**Exercise description:** In the listing below, how many lines include "points"? Give the number and no other text.

**Records for the exercise:**
=== Section Start ===
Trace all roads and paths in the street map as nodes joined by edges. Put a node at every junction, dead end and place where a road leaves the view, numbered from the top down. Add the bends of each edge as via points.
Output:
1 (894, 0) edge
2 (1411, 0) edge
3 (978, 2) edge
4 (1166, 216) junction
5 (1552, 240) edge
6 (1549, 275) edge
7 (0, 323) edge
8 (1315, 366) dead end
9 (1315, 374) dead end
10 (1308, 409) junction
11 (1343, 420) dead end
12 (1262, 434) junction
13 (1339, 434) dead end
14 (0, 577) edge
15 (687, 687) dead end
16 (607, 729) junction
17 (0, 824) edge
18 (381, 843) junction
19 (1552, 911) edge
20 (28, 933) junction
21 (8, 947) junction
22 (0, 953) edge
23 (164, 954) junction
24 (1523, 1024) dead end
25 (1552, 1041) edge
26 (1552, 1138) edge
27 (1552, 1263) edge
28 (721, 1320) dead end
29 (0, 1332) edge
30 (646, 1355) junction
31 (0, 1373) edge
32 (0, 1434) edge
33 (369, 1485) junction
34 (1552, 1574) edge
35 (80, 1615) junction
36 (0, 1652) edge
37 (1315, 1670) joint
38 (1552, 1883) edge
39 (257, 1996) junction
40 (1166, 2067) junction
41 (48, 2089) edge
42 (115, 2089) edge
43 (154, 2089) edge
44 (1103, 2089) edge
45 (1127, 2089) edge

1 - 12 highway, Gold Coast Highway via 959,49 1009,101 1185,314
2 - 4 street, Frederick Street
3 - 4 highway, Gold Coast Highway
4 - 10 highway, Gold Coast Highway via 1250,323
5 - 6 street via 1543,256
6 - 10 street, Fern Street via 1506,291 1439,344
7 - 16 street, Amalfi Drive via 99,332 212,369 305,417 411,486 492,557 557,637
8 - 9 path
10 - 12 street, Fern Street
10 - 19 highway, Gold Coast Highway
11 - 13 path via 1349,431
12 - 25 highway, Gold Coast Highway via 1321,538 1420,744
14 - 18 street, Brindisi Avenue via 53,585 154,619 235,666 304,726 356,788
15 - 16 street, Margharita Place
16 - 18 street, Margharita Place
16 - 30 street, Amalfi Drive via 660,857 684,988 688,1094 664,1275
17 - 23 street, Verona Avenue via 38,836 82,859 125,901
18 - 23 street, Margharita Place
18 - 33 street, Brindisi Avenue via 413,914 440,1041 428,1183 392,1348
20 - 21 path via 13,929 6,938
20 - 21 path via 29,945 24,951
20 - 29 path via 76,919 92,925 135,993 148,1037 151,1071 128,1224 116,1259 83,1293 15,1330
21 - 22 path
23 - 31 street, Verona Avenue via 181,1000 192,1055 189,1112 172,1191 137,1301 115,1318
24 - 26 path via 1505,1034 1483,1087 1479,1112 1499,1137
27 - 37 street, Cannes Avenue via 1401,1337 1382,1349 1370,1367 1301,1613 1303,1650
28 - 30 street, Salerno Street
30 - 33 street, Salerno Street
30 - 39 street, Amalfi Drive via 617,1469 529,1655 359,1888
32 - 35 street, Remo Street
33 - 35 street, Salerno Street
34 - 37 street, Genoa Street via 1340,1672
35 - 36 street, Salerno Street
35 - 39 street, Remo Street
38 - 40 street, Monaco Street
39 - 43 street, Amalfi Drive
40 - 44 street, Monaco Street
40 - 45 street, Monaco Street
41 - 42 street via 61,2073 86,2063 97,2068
=== Section End ===
=== Section Start ===
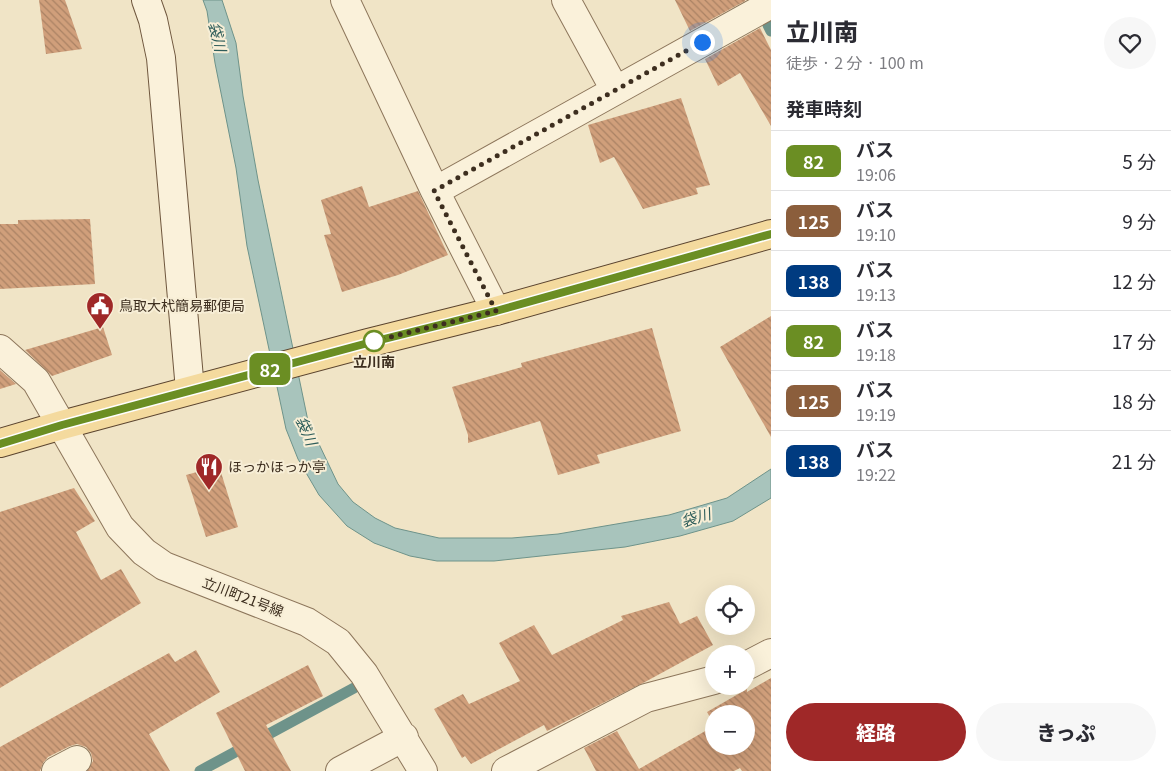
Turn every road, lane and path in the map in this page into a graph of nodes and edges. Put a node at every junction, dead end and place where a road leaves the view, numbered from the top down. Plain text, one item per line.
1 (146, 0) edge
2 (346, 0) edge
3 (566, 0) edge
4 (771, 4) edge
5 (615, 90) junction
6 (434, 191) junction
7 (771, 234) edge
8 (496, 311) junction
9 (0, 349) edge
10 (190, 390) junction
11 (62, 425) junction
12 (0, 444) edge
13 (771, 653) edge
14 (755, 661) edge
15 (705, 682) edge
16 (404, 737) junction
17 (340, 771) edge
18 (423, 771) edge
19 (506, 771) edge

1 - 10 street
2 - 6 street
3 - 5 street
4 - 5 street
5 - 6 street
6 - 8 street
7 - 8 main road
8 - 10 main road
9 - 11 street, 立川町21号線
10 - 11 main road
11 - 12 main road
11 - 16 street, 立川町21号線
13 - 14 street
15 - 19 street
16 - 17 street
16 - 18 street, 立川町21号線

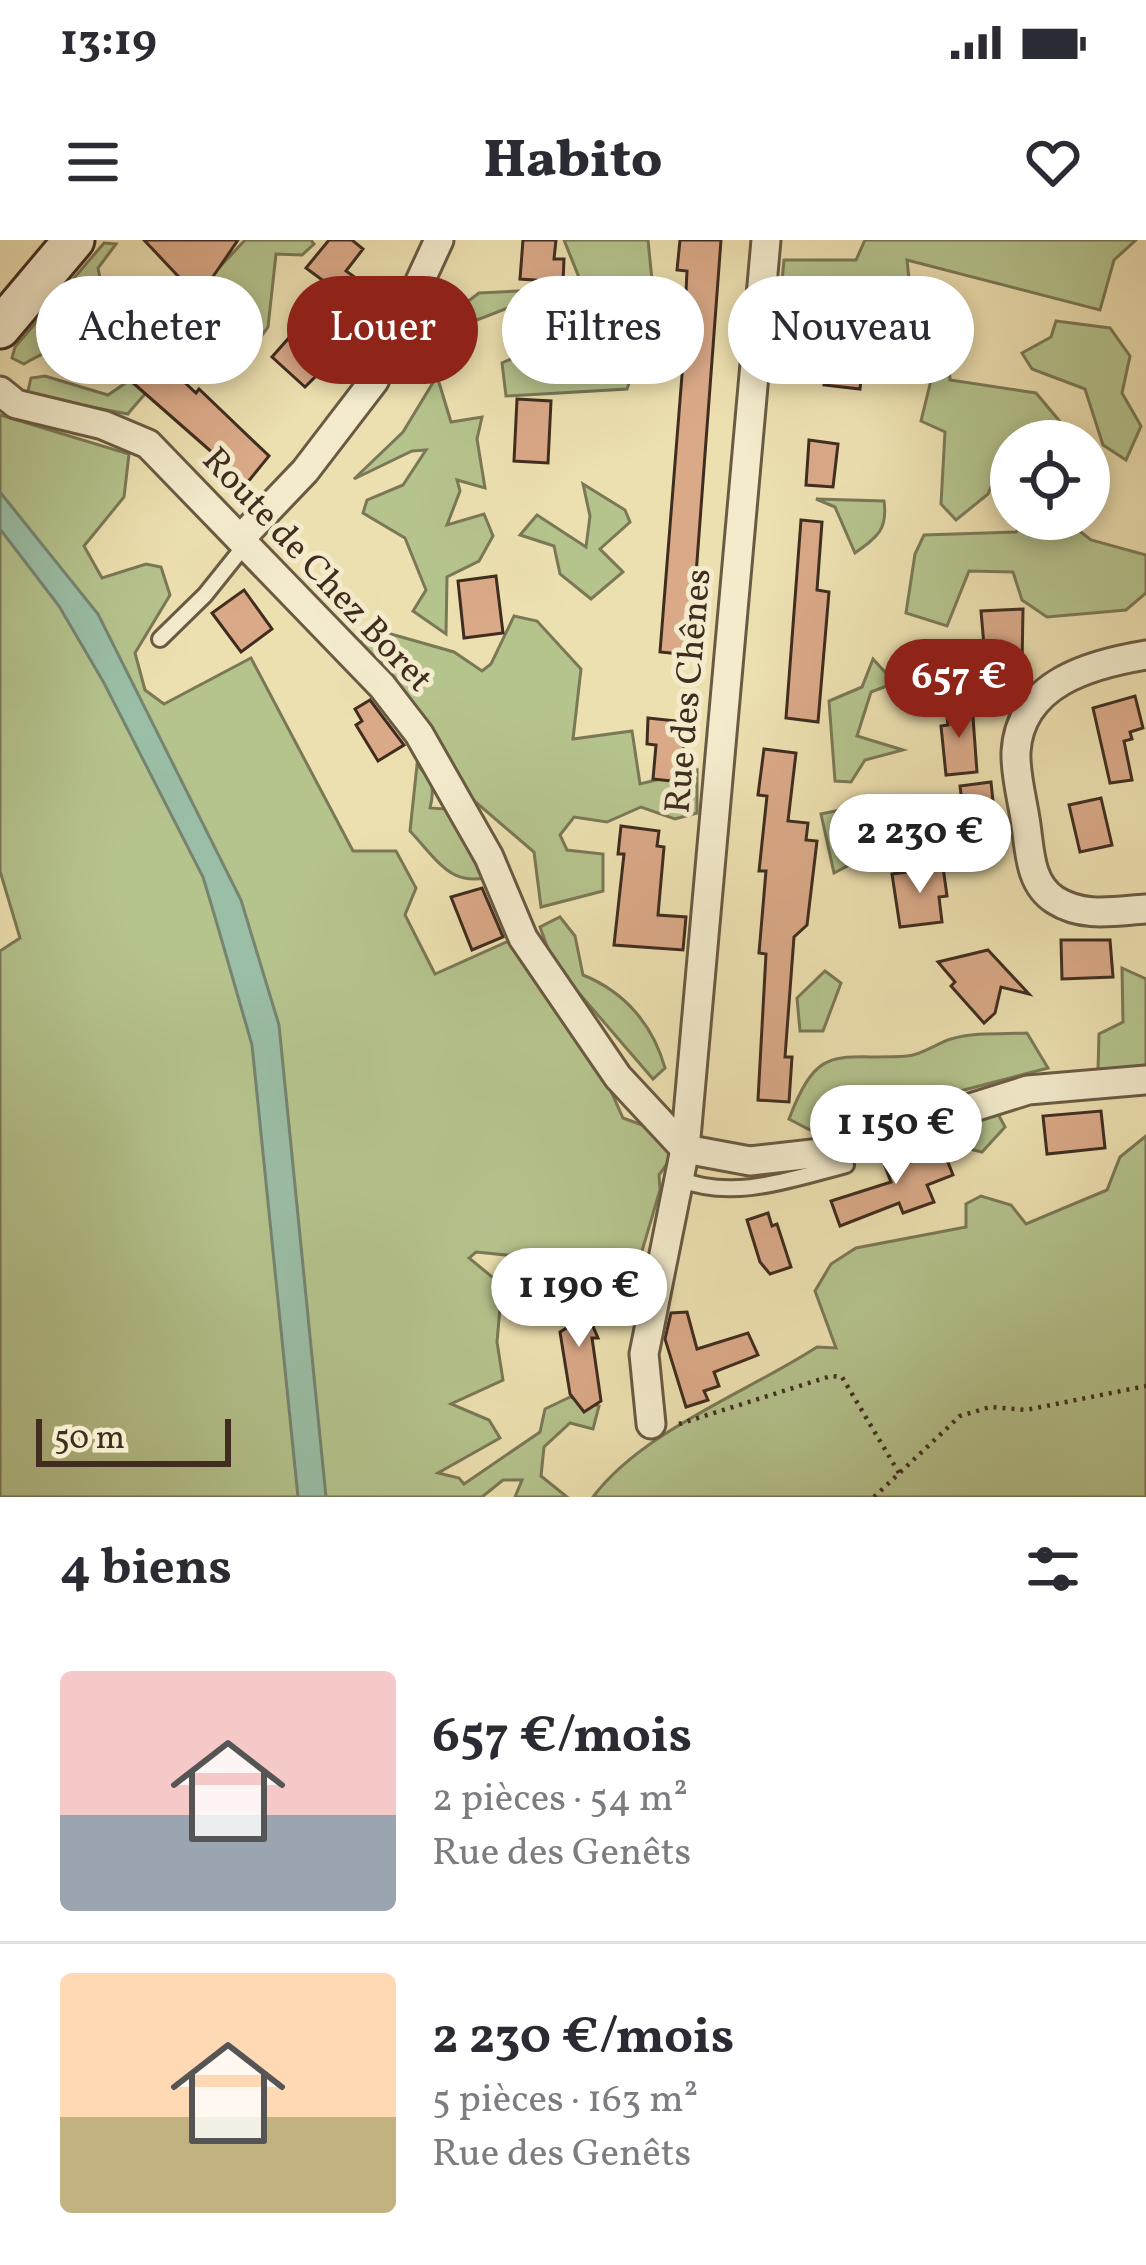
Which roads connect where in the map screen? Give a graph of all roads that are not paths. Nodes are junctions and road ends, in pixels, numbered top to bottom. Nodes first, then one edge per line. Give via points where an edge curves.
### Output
=== Section End ===
=== Section Start ===
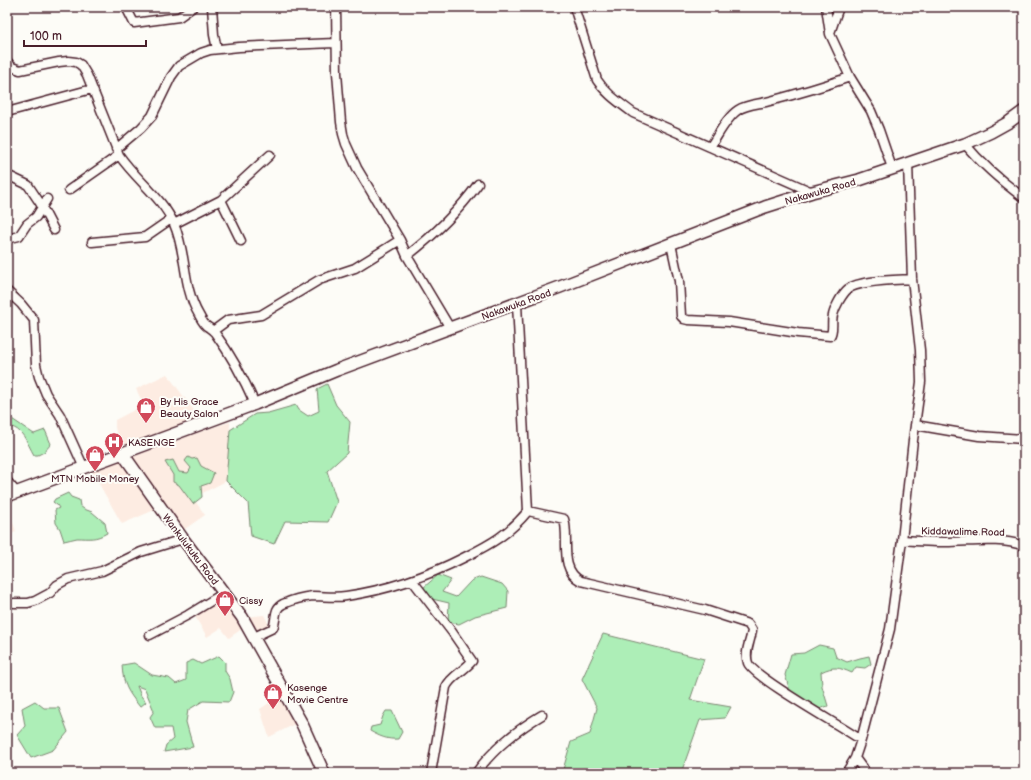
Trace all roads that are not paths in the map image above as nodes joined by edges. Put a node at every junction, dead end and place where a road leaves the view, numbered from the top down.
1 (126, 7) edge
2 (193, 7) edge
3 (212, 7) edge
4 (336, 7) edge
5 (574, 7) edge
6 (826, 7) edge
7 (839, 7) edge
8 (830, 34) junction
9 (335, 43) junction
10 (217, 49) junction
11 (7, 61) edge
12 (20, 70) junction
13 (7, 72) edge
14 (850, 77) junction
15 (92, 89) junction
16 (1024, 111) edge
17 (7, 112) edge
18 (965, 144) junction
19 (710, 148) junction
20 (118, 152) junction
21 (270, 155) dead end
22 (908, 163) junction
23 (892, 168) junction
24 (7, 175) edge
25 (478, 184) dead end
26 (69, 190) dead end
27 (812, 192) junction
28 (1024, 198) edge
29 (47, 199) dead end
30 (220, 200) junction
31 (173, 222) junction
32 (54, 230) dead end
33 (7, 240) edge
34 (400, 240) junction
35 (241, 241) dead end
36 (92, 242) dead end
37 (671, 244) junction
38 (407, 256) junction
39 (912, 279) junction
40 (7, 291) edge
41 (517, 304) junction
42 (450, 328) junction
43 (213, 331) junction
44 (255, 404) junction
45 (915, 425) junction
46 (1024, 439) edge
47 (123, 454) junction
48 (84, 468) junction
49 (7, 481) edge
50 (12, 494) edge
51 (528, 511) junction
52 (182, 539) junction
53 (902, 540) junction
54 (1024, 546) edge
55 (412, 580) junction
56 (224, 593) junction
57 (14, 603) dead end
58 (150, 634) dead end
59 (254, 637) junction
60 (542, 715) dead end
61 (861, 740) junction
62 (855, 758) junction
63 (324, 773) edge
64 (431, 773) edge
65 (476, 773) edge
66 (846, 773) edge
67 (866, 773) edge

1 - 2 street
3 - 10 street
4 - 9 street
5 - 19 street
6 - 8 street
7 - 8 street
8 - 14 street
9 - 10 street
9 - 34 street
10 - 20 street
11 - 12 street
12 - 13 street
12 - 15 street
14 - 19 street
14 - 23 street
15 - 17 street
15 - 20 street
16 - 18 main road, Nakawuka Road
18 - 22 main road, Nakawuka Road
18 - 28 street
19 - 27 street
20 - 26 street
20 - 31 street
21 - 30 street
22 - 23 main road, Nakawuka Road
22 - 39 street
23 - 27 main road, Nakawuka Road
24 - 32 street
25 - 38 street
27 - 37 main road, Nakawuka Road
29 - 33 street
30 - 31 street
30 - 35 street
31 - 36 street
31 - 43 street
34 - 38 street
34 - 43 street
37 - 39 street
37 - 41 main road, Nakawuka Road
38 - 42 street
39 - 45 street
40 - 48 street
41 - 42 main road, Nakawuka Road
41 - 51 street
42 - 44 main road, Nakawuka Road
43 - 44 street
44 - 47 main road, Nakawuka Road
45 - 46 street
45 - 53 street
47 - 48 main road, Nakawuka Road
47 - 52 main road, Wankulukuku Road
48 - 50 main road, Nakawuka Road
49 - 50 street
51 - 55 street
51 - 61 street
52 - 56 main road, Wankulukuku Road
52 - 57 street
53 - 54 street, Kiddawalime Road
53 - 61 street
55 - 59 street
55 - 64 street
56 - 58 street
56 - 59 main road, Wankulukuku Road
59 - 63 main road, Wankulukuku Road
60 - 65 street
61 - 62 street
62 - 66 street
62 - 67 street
=== Section End ===
**Answer to this task:** 2